Вот передо мной эта плотная, коренастая фигура. Работы в трюме (в начале службы) и на марсах (потом) развили в нем природную деревенскую силу до того, что чемодан мой, в 9 пудов весом, не дальше как вчера он таскал и бросал, как бы легонькую суму. Бывало, не выдержат отводы и где-нибудь на раскатах опрокинется моя тяжелая повозка, он только плечом подхватит ее — и готово: мы опять едем дальше.
— Ершов! — говорил я ему, собираясь из Иркутска в дальнюю дорогу на Амур. — По дороге варнаков (беглых), говорят, много ходит, не взять ли нам с собой кинжал или пистолет на всякий случай?
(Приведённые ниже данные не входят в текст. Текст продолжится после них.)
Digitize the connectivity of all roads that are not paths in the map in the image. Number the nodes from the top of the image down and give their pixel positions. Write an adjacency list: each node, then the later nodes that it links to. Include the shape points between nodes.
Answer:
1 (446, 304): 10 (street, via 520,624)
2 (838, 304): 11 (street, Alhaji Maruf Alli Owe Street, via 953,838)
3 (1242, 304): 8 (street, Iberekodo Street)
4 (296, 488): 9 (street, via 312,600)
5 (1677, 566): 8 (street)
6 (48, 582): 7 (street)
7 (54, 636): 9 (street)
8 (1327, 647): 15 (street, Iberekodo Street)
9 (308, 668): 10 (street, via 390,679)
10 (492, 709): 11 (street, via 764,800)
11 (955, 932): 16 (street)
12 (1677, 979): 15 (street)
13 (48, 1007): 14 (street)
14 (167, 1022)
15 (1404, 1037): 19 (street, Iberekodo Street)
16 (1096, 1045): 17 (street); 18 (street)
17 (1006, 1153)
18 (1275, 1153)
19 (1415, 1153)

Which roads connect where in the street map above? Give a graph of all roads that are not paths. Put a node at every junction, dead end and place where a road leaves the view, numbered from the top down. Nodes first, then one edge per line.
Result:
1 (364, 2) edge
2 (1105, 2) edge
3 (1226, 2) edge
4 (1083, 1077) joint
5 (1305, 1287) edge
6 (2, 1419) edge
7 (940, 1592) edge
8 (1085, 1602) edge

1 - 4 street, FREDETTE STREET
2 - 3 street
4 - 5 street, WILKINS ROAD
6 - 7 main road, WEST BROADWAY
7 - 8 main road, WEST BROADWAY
— Зачем? — глухо спросил он меня.
— Защищаться, чудак ты этакий!
Ершов показал мне свою руку, молча усмехнулся и ничего не сказал. Я посмотрел на его кулачище, на его плечи и успокоился и спал потом за ним все ночи крепко. На дорожные шалости действительно мне не пришлось натолкнуться.
Раз разбушевался он пьяный и доказал, что в хмелю он человек мало того что неспокойный, но еще и буйный, переломал все, перекорежил. Хозяйка пришла жаловаться, говорит:
— Черт-человек матрос ваш, диавол.
— Убытки, что ли, причинил?
— Господь с ними, с убытками. Убытки я в счет ему не ставлю. Дверь изломал, сосновая дверь, новая; надо новые петли заказывать.
— Закажите; мы заплатим.
— Я не прошу этого, Христос с ним!
— Так что же вам нужно?
— Черт-человек-от он. Я этаких отродясь не видывала. Соседи не надивуются. В медведе вон, сказывают, сто сил человеческих, а в нем больше, ей-богу, больше.
— За убытки мы, хозяйка, заплатим вам...
— Не надо, я и пришла не затем, а сказать только! Дикой он, человек-от дикой; как этаких-то земля родит и носит; страсти Господний!
Вот осязательные, видимые доблести моего матроса, другие пока предполагаемые, гадательные.
«Кругосветный матрос, — думал я, — порасскажет многое; недаром мелькали мимо него разные страны и разные люди».
— Жил ты, Ершов, во Франции: каковы, на твои глаза, французы эти?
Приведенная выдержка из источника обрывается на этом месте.